Justice Scalia cites Chevron U.S.A. Inc. v. Natural Resources Defense Council, Inc. 467 U.S. 837, 843 (1984) which is the seminal case regarding when courts do and do not have the authority to change the statutory interpretations of executive branch agencies. The Chevron rule says that the courts must grant great deference to the interpretations of executive branch agencies unless the interpretation is in direct contrast to the intent of Congress. The interpretation of the executive branch agency only has to be reasonable not perfect either in its interpretation or its application.
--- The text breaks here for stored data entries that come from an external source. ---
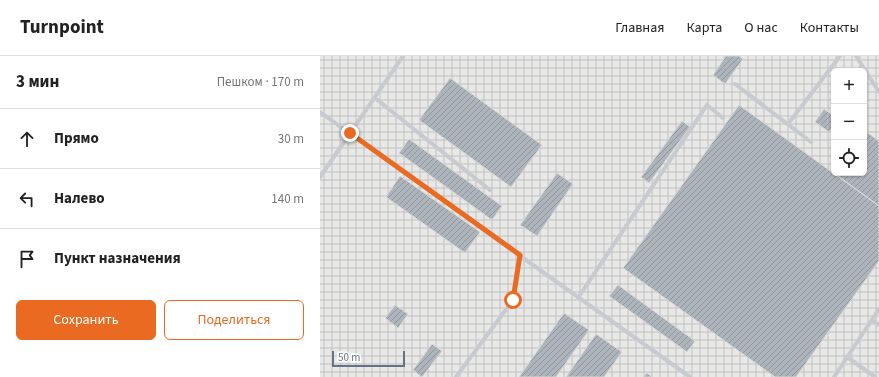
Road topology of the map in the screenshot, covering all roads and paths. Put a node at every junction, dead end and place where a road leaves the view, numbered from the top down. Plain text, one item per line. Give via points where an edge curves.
1 (403, 56) edge
2 (840, 56) edge
3 (856, 56) edge
4 (735, 84) dead end
5 (879, 92) edge
6 (375, 98) junction
7 (320, 112) edge
8 (724, 118) dead end
9 (788, 124) junction
10 (350, 133) junction
11 (811, 142) dead end
12 (320, 176) edge
13 (490, 190) dead end
14 (520, 255) junction
15 (578, 298) junction
16 (879, 309) edge
17 (872, 320) junction
18 (879, 325) edge
19 (848, 357) junction
20 (456, 377) edge
21 (690, 377) edge
22 (834, 377) edge
23 (875, 377) edge

1 - 6 lane
2 - 9 lane
3 - 5 lane
4 - 9 lane
6 - 10 lane
6 - 13 lane
7 - 10 lane
8 - 15 lane via 707,105
9 - 11 lane
10 - 12 lane
10 - 14 lane
14 - 15 lane
14 - 20 lane via 513,300
15 - 21 lane
16 - 17 lane
17 - 18 lane
17 - 19 lane
19 - 22 lane
19 - 23 lane

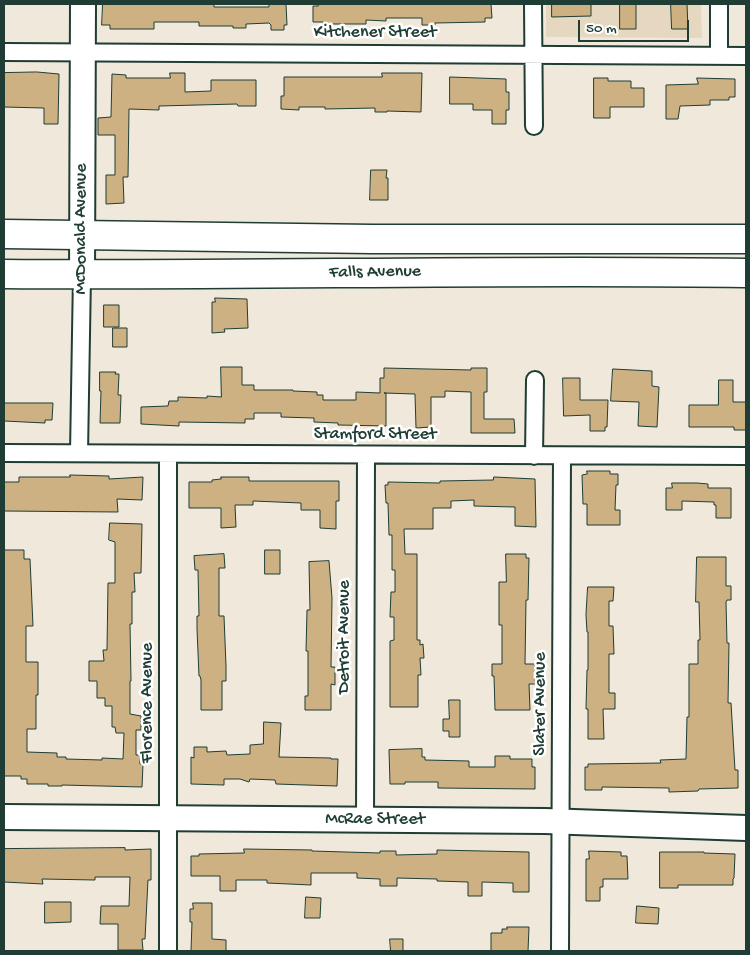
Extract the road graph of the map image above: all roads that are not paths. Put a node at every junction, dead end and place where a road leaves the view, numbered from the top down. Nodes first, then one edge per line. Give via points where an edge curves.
1 (83, 4) edge
2 (533, 4) edge
3 (719, 4) edge
4 (4, 52) edge
5 (83, 53) junction
6 (534, 54) junction
7 (719, 55) junction
8 (746, 56) edge
9 (534, 126) dead end
10 (4, 234) edge
11 (82, 236) junction
12 (746, 240) edge
13 (746, 259) edge
14 (492, 272) junction
15 (746, 273) edge
16 (4, 274) edge
17 (82, 275) junction
18 (535, 380) dead end
19 (4, 453) edge
20 (79, 454) junction
21 (168, 454) junction
22 (366, 455) junction
23 (534, 456) junction
24 (562, 456) junction
25 (746, 456) edge
26 (4, 817) edge
27 (168, 818) junction
28 (365, 820) junction
29 (561, 822) junction
30 (746, 828) edge
31 (168, 951) edge
32 (560, 951) edge

1 - 5 street, McDonald Avenue
2 - 6 street
3 - 7 street
4 - 5 street, Kitchener Street
5 - 6 street, Kitchener Street
5 - 11 street, McDonald Avenue
6 - 7 street, Kitchener Street
6 - 9 street
7 - 8 street, Kitchener Street
10 - 11 highway, Falls Avenue
11 - 12 highway, Falls Avenue
11 - 17 street, McDonald Avenue
13 - 14 highway via 637,260
14 - 15 highway, Falls Avenue
14 - 17 highway, Falls Avenue
16 - 17 highway, Falls Avenue
17 - 20 street, McDonald Avenue
18 - 23 street
19 - 20 street, Stamford Street
20 - 21 street, Stamford Street
21 - 22 street, Stamford Street
21 - 27 street, Florence Avenue
22 - 23 street, Stamford Street
22 - 28 street, Detroit Avenue
23 - 24 street, Stamford Street
24 - 25 street, Stamford Street
24 - 29 street, Slater Avenue
26 - 27 street, McRae Street
27 - 28 street, McRae Street
27 - 31 street, Florence Avenue
28 - 29 street, McRae Street
29 - 30 street, McRae Street
29 - 32 street, Slater Avenue

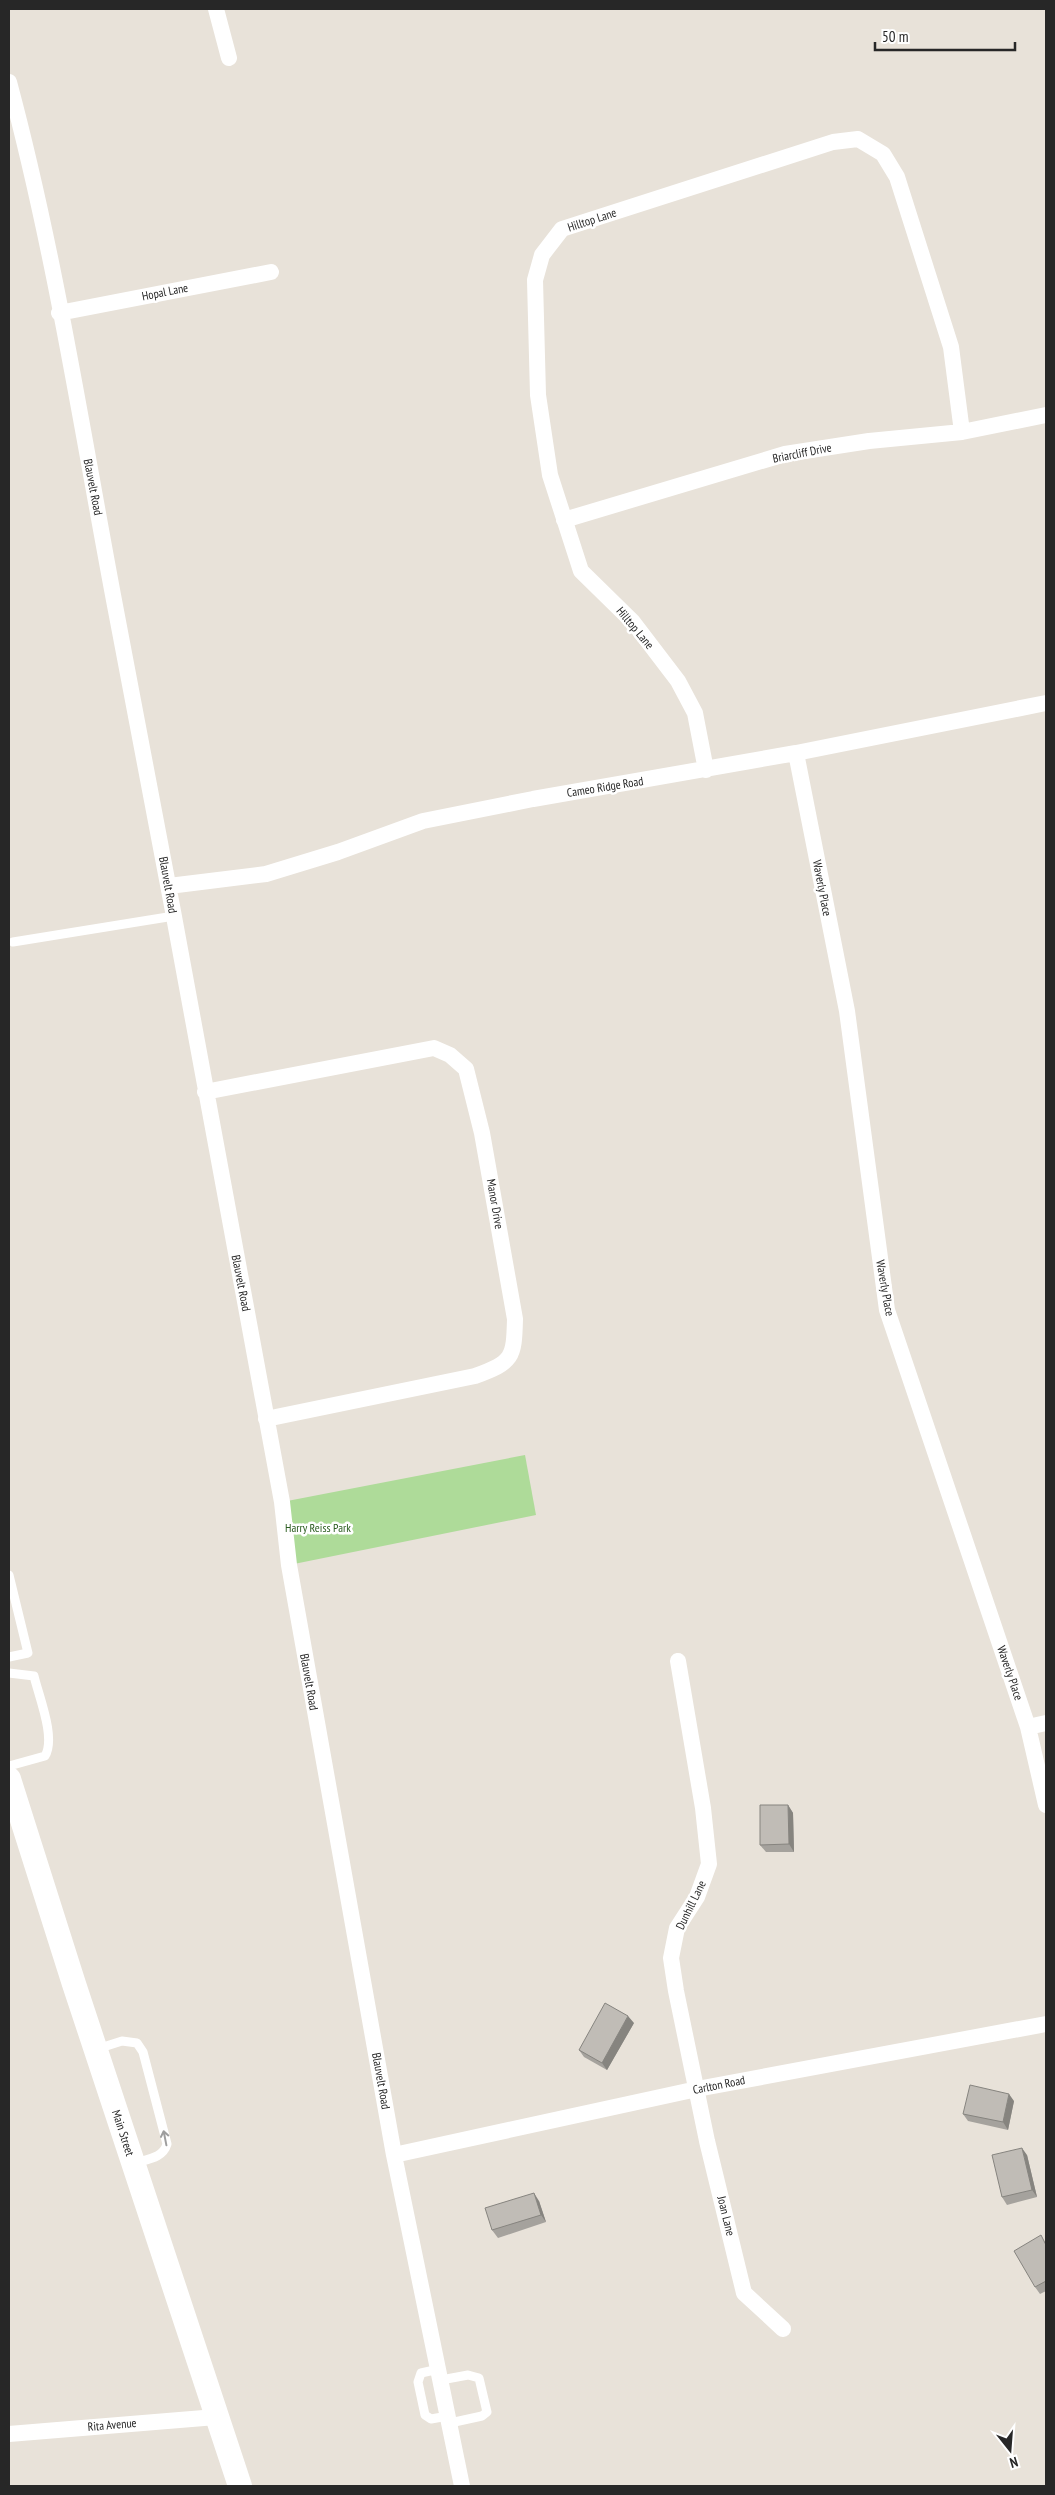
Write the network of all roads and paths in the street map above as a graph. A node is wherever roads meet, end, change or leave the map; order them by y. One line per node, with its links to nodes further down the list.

Applying the rule to this case, Justice Scalia says first says that under the standard laws of statutory interpretation and the Rule of the Last Antecedent the phrase “in the national economy” only applies to the fifth step. Second he says that while Social Security’s interpretation of the rule might seem unreasonable in some circumstances as with Pauline Thomas, it could just as well be considered reasonable in many more. He argues that if someone can do their former job, regardless of whether it still exists or not, it is also very likely that they could do some other job.
Justice Scalia expounds that especially in administrative law perfection in the system is not guaranteed nor is it reasonable to expect. All of the law to some degree is based on generalizations. He cites the Social Security court system as being “probably the largest adjudicative agency in the western world . . . the need for efficiency is self-evident.” He also adds that “virtually every legal (or other) rule has imperfect applications in particular circumstances.”
I have seen several instances of commentators interpreting this case to mean more than it does. This is not a Social Security Disability case. It is a Constitutional separation of powers case. The erroneous commentary seems to indicate that the ruling passes judgment on, validates, and approves of the entire fourth and fifth steps and the vocational expert testimony. While there is probably much that could be argued pro and con regarding this part of the process, this case does not address these issues.